(Stored data)

——————

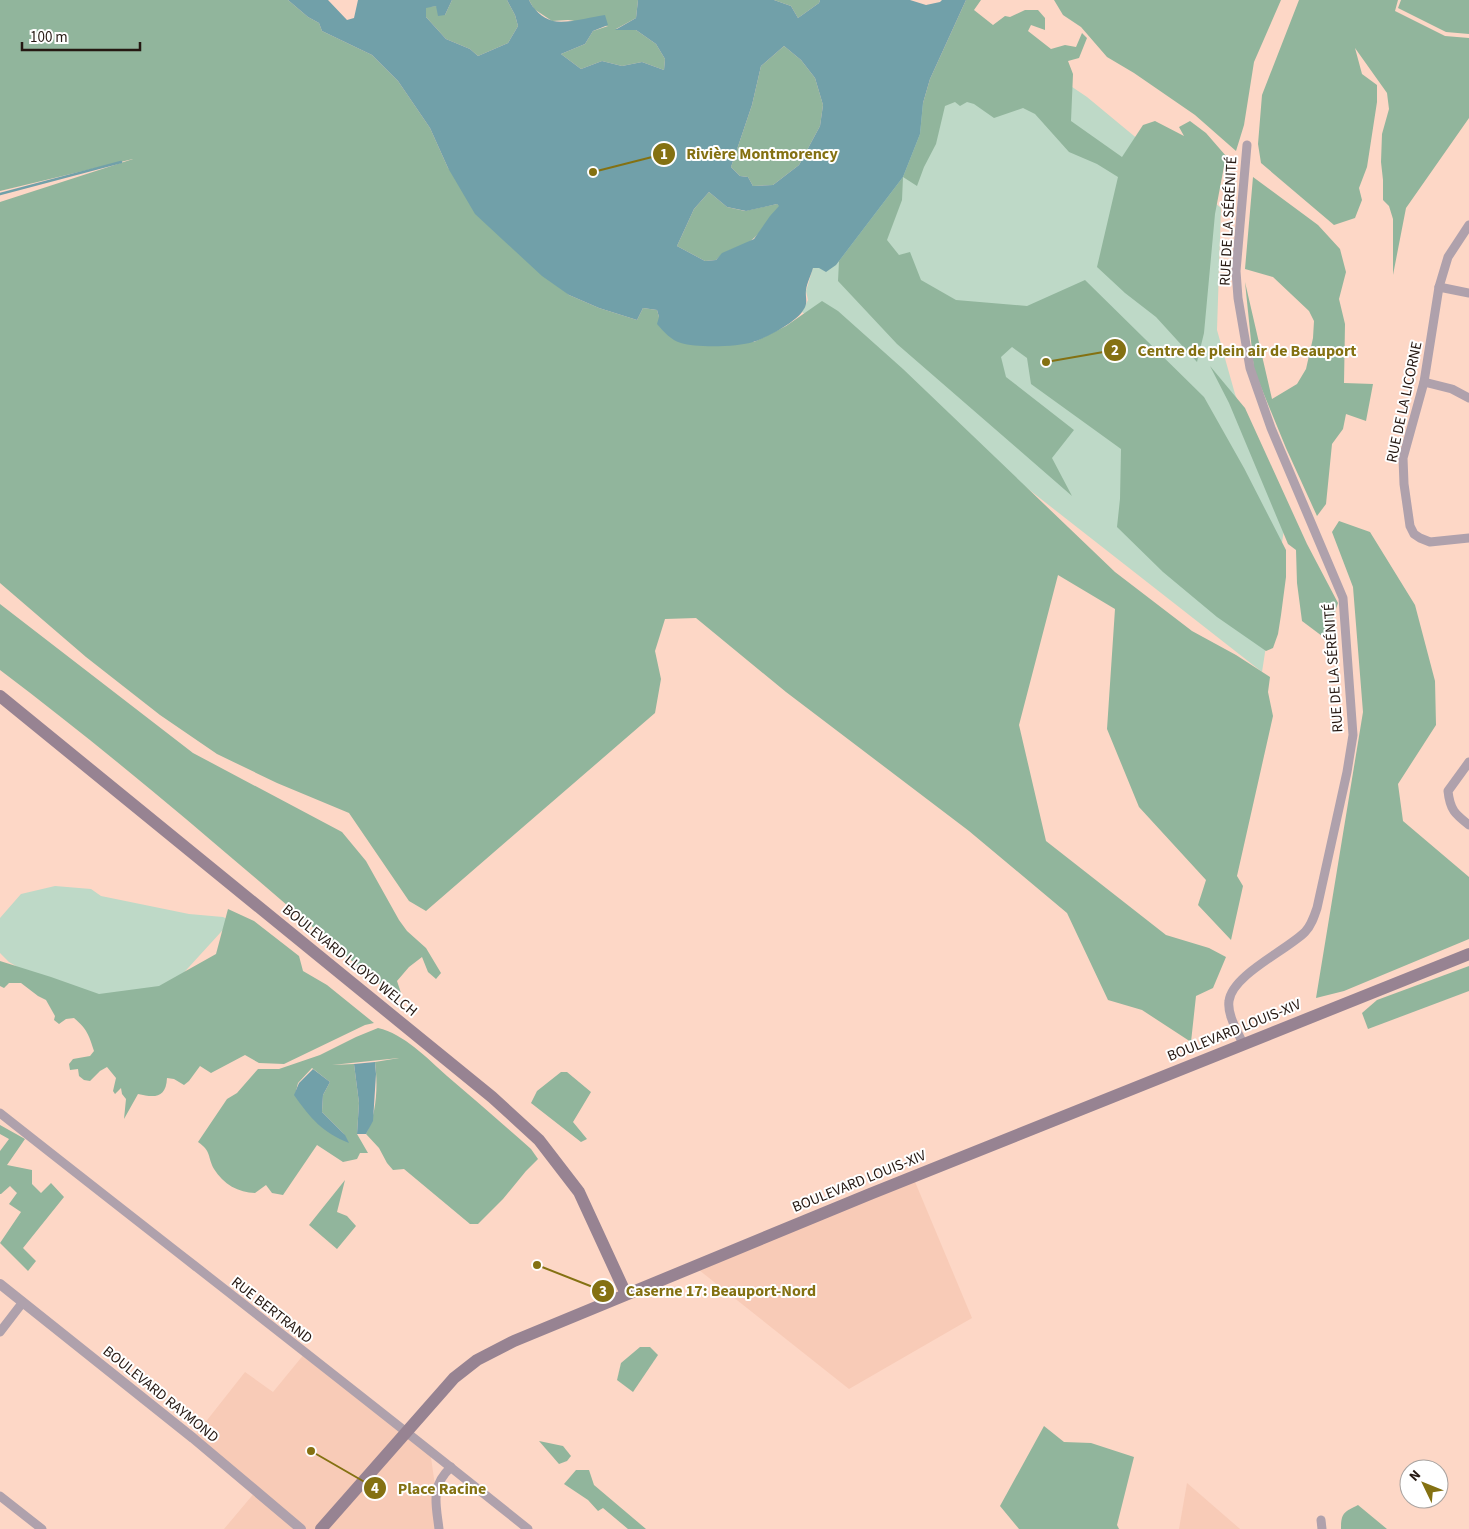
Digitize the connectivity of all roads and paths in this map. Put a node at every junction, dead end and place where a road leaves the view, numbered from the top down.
1 (1246, 145) dead end
2 (1469, 225) edge
3 (1439, 287) junction
4 (1469, 293) edge
5 (1424, 382) junction
6 (1469, 398) edge
7 (1469, 538) edge
8 (0, 696) edge
9 (1469, 762) edge
10 (1469, 824) edge
11 (1469, 954) edge
12 (1243, 1044) junction
13 (0, 1113) edge
14 (0, 1284) edge
15 (626, 1294) junction
16 (23, 1302) junction
17 (0, 1332) edge
18 (407, 1432) junction
19 (450, 1467) junction
20 (0, 1496) edge
21 (42, 1529) edge
22 (301, 1529) edge
23 (322, 1529) edge
24 (439, 1529) edge
25 (528, 1529) edge

1 - 12 street, RUE DE LA SÉRÉNITÉ
2 - 3 street, RUE DE LA LICORNE
3 - 4 street
3 - 5 street, RUE DE LA LICORNE
5 - 6 street
5 - 7 street, RUE DE LA LICORNE
8 - 15 main road, BOULEVARD LLOYD WELCH
9 - 10 street
11 - 12 main road, BOULEVARD LOUIS-XIV
12 - 15 main road, BOULEVARD LOUIS-XIV
13 - 18 street, RUE BERTRAND
14 - 16 street, BOULEVARD RAYMOND
15 - 18 main road, BOULEVARD LOUIS-XIV
16 - 17 street
16 - 22 street, BOULEVARD RAYMOND
18 - 19 street, RUE BERTRAND
18 - 23 main road, BOULEVARD LOUIS-XIV
19 - 24 street
19 - 25 street, RUE BERTRAND
20 - 21 street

——————

— What the exercise asks —
Each line of the data above should be reproduced without alteration, and no picture should appear in the copy.

— Expected output —
Digitize the connectivity of all roads and paths in this map. Put a node at every junction, dead end and place where a road leaves the view, numbered from the top down.
1 (1246, 145) dead end
2 (1469, 225) edge
3 (1439, 287) junction
4 (1469, 293) edge
5 (1424, 382) junction
6 (1469, 398) edge
7 (1469, 538) edge
8 (0, 696) edge
9 (1469, 762) edge
10 (1469, 824) edge
11 (1469, 954) edge
12 (1243, 1044) junction
13 (0, 1113) edge
14 (0, 1284) edge
15 (626, 1294) junction
16 (23, 1302) junction
17 (0, 1332) edge
18 (407, 1432) junction
19 (450, 1467) junction
20 (0, 1496) edge
21 (42, 1529) edge
22 (301, 1529) edge
23 (322, 1529) edge
24 (439, 1529) edge
25 (528, 1529) edge

1 - 12 street, RUE DE LA SÉRÉNITÉ
2 - 3 street, RUE DE LA LICORNE
3 - 4 street
3 - 5 street, RUE DE LA LICORNE
5 - 6 street
5 - 7 street, RUE DE LA LICORNE
8 - 15 main road, BOULEVARD LLOYD WELCH
9 - 10 street
11 - 12 main road, BOULEVARD LOUIS-XIV
12 - 15 main road, BOULEVARD LOUIS-XIV
13 - 18 street, RUE BERTRAND
14 - 16 street, BOULEVARD RAYMOND
15 - 18 main road, BOULEVARD LOUIS-XIV
16 - 17 street
16 - 22 street, BOULEVARD RAYMOND
18 - 19 street, RUE BERTRAND
18 - 23 main road, BOULEVARD LOUIS-XIV
19 - 24 street
19 - 25 street, RUE BERTRAND
20 - 21 street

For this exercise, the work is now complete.